It followed the revelation by the Los Angeles Times that Schwarzenegger – who after Al Gore is the US politician most identified with the "battle against climate change" – had been commuting almost every day by private jet.

Let me share with you this extract from a transcript of a news conference, as released by Schwarzenegger's office: "Governor, there have been reports coming out that you're flying up and down the state on a daily basis in a [private] jet...How do you reconcile your public rhetoric on global warming versus your personal lifestyle choices?".

"Are you always that positive? What a positive guy! To me it's very important that I serve the people of California but also at the same time that I serve my family... do the homework with the kids, spend time with my wife and everything."

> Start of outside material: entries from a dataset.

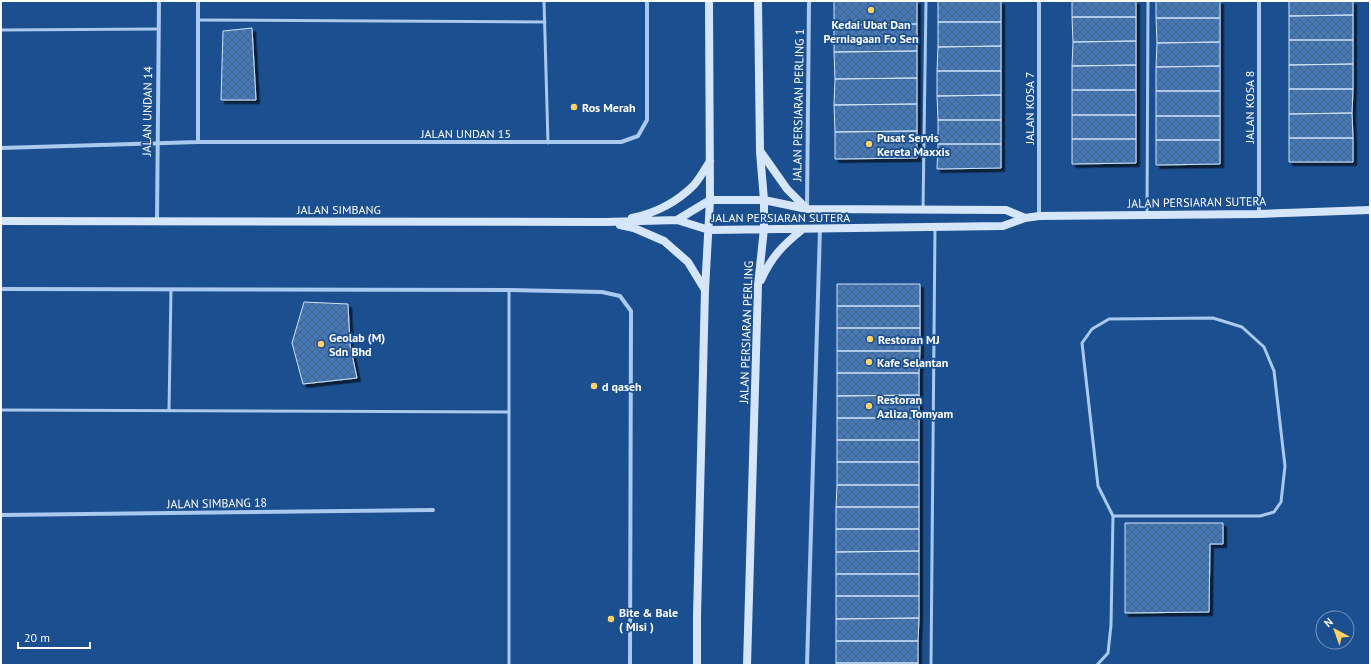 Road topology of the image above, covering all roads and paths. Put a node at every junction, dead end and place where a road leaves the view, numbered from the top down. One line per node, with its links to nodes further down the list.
1 (159, 1): 14 (street, JALAN UNDAN 14)
2 (198, 1): 12 (street)
3 (544, 1): 13 (lane)
4 (646, 1): 18 (street, JALAN UNDAN 15)
5 (709, 1): 21 (street)
6 (758, 1): 20 (street, JALAN PERSIARAN PERLING)
7 (809, 1): 24 (street, JALAN PERSIARAN PERLING 1)
8 (926, 1): 25 (lane)
9 (1040, 1): 29 (street, JALAN KOSA 7)
10 (1148, 1): 27 (lane)
11 (1258, 1): 28 (street, JALAN KOSA 8)
12 (198, 20): 13 (lane); 16 (street)
13 (545, 22): 18 (lane)
14 (158, 29): 15 (lane); 17 (street, JALAN UNDAN 14)
15 (1, 30)
16 (198, 142): 17 (street, JALAN UNDAN 15); 18 (street, JALAN UNDAN 15)
17 (157, 143): 19 (street); 33 (street, JALAN UNDAN 14)
18 (548, 143)
19 (1, 148)
20 (760, 152): 23 (street, JALAN PERSIARAN PERLING); 24 (street)
21 (710, 160): 22 (street); 34 (street)
22 (710, 200): 23 (street, JALAN PERSIARAN SUTERA); 31 (street, JALAN PERSIARAN SUTERA); 39 (street)
23 (764, 200): 24 (street, JALAN PERSIARAN SUTERA); 36 (street, JALAN PERSIARAN PERLING)
24 (807, 209): 25 (street, JALAN PERSIARAN SUTERA)
25 (923, 210): 30 (street, JALAN PERSIARAN SUTERA)
26 (1370, 210): 28 (street, JALAN PERSIARAN SUTERA)
27 (1147, 214): 28 (street, JALAN PERSIARAN SUTERA); 29 (street, JALAN PERSIARAN SUTERA)
28 (1259, 214)
29 (1039, 216): 30 (street, JALAN PERSIARAN SUTERA)
30 (1025, 218): 35 (street, JALAN PERSIARAN SUTERA)
31 (677, 220): 34 (street, JALAN SIMBANG); 39 (street, JALAN PERSIARAN SUTERA)
32 (1, 221): 33 (street, JALAN SIMBANG)
33 (157, 221): 34 (street, JALAN SIMBANG)
34 (605, 222): 44 (street)
35 (935, 227): 38 (street, JALAN PERSIARAN SUTERA); 56 (lane)
36 (764, 229): 37 (street, JALAN PERSIARAN SUTERA); 39 (street, JALAN PERSIARAN SUTERA); 40 (street, JALAN PERSIARAN PERLING)
37 (803, 229): 38 (street, JALAN PERSIARAN SUTERA); 40 (street)
38 (820, 229): 55 (street)
39 (709, 230): 44 (street)
40 (758, 285): 54 (street, JALAN PERSIARAN PERLING)
41 (1, 289): 42 (street)
42 (171, 289): 43 (street); 46 (lane)
43 (509, 290): 47 (lane); 52 (street)
44 (705, 290): 53 (street)
45 (1, 410): 46 (lane)
46 (169, 411): 47 (lane)
47 (509, 412): 51 (lane)
48 (433, 510): 49 (street, JALAN SIMBANG 18)
49 (1, 515)
50 (1113, 516): 50 (lane); 57 (lane)
51 (509, 665)
52 (630, 665)
53 (697, 665)
54 (747, 665)
55 (807, 665)
56 (931, 665)
57 (1097, 665)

"So global warming is for other people to worry about, as long as you can afford carbon offsetting?"

"You're absolutely correct. Global warming is very important and that's why we're fighting global warming... in all kinds of things we are promoting."

Schwarzenegger might be a hypocrite, but at least he is not charging the public: it's his own private jet and he's paying all the bills. In Britain, where the New Labour government vies with the Governor of California to be seen as a "leader in the battle against global warming", such moral inconsistency is entirely funded by the taxpayer.

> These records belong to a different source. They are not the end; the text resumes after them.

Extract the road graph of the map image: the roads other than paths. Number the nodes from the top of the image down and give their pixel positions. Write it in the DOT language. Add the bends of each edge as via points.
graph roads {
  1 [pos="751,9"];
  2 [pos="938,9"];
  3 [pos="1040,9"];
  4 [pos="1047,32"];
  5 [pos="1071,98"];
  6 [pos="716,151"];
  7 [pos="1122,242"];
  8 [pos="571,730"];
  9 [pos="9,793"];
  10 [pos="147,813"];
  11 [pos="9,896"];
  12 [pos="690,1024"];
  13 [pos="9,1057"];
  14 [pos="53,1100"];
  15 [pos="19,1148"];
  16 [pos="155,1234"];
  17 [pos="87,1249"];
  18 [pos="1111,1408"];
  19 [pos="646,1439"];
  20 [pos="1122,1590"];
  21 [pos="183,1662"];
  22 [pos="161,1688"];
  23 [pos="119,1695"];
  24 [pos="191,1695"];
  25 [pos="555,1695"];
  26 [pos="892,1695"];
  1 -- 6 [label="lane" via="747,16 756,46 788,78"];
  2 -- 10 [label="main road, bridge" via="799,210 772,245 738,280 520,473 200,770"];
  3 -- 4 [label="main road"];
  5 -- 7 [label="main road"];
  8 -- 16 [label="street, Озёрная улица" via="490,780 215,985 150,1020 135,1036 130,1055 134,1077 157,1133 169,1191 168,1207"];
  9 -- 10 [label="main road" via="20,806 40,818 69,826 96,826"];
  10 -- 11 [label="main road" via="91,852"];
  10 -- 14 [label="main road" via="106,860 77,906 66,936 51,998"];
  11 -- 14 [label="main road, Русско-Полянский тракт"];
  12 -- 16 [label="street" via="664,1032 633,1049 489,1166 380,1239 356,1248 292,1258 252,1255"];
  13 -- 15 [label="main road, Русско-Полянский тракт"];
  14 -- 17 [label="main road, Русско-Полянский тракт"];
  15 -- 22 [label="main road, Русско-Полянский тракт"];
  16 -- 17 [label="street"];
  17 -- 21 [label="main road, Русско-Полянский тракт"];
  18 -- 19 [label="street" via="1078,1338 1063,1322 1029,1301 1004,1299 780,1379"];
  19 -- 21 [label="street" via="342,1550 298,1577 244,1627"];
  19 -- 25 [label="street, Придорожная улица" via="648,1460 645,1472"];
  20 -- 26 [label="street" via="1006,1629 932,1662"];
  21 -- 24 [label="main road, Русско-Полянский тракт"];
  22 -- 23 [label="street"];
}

Yesterday it was disclosed that two Cabinet ministers, Ed Balls and Shaun Woodward, used chauffeur-driven ministerial cars to travel 150 yards from Downing Street to a dinner party for Labour donors. The chauffeurs waited outside and then after dinner drove the pair, separately, a further 300 yards to the House of Commons. This has come to light because the Conservative MP Justine Greening has written to the Cabinet Secretary arguing that since the event was a Labour Party fundraiser, official limousines should not have been made available – at least for the first 150 yards of this 450-yard round trip.

The more obvious, but less party-political point, is that if ministers truly believe what they say about the dire threat of irreversible and murderous climate change through man-made carbon emissions, how could they simultaneously behave in such a casually wasteful manner? Surely they cannot be so wicked as knowingly to condemn another African to a premature death through thirst – or whatever the latest climate-catastrophe theory insists – in order to avoid walking for a quarter of a mile down Whitehall?

I think it is more likely that the ministers, deep down, don't really believe the conventional wisdom that such consequences flow from being driven everywhere in limousines – but of course they would do anything rather than confess that: better even to be thought a monumental hypocrite than a "climate change denier".

If I am right, it would explain quite a lot about Alistair Darling's first Budget, which was pre-sold as being "The Greenest Budget in history". The allegedly passionless Darling emoted impressively about the scale of the problems posed by man-made climate change: "We need to do more and we need to do it now. There will be catastrophic economic and social consequences if we fail to act."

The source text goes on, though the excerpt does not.